I recently ran across a science website with good energy, lots of engaging stories and commentors chomping at the bit. It’s called Bad Science. The post that most recently caught my interest is on homeopathy, more specifically a highly suspicious article in the “British Journal of Homeopathy” that claims that water “has a memory.” Check out the comments for a rousing tour of the many failings of homeopathy. One fellow apologizes for peeing in the ocean when he was young, because he didn’t realize the effect that it was going to have on everyone in the future.

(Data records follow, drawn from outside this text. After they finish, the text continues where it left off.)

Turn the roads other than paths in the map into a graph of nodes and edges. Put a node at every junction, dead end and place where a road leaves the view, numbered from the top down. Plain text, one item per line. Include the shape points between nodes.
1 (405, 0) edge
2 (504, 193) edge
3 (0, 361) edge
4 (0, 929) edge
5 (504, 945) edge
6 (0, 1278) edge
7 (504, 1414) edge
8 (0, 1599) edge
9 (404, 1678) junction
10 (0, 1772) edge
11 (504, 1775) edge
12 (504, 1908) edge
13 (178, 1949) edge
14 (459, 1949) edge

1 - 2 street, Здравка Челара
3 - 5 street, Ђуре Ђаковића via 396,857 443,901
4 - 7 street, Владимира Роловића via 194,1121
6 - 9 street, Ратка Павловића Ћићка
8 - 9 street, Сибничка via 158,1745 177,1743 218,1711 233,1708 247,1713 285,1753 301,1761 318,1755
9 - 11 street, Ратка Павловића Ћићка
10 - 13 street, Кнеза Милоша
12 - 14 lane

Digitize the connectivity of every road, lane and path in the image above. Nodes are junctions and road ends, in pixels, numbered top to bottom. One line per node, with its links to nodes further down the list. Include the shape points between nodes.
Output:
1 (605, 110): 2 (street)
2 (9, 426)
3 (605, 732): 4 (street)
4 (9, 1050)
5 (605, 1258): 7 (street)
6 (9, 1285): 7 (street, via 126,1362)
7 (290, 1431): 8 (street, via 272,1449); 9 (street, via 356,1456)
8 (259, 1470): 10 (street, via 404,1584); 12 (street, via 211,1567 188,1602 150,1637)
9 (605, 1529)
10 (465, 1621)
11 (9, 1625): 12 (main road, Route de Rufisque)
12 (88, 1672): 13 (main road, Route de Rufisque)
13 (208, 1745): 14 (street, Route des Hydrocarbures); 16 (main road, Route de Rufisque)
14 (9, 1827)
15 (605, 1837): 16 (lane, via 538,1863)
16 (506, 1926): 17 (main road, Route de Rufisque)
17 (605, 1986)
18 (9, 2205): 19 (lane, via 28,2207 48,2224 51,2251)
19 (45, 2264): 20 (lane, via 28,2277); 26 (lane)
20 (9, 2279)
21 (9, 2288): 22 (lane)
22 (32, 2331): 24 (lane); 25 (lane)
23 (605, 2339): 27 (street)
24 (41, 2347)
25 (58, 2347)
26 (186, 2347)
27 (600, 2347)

For more information on the bad science of homeopathy, including a stab at one of my favorite psuedo scientists, Deepak Chopra, consider this article from the Skeptical Inquirer. Here’s an excerpt:
Quite apart from the matter of how the water/alcohol mixture remembers, there are obvious questions that cry out to be asked: 1) Why does the water/alcohol mixture remember the healing powers of an active substance, but forget the side effects? 2) What happens when the drop of solution evaporates, as it must, from the lactose tablet? Is the memory transferred to the lactose? 3) Does the water remember other substances as well? Depending on its history, the water might have been in contact with a staggering number of different substances.
Homeopathy is only one of many forms of medical quackery being hawked to a scientifically naive public by researchers and public spokespeople who refuse to allow facts get in the way of their favorite version of snake oil:
The public is spending billions of dollars annually on sugar pills to cure their sniffles, hand waving to speed recovery from operations, and good thoughts to ward off illness, all with assurances that it’s based on science. Society has been set up for this fleecing in part by the media’s sensationalized coverage of modern science. Popular discussions of relativity, quantum mechanics, and chaos often leave people with the impression that common sense cannot be relied on — anything is possible. Scientists themselves often feed the public’s appetite for the “weirdness” of modern science in an effort to stimulate interest — or simply because scientists, too, can be beguiled by the mysterious.
I wish there were more of a placebo effect associated with the reading of science done carefully. Maybe then we wouldn’t waste so much money and energy on all of those other placebo-effect inducers, including homeopathy.
A couple whose baby daughter died after they treated her with homeopathic remedies instead of conventional medicine have been found guilty of manslaughter.
http://www.smh.com.au/national/parents-guilty-of-…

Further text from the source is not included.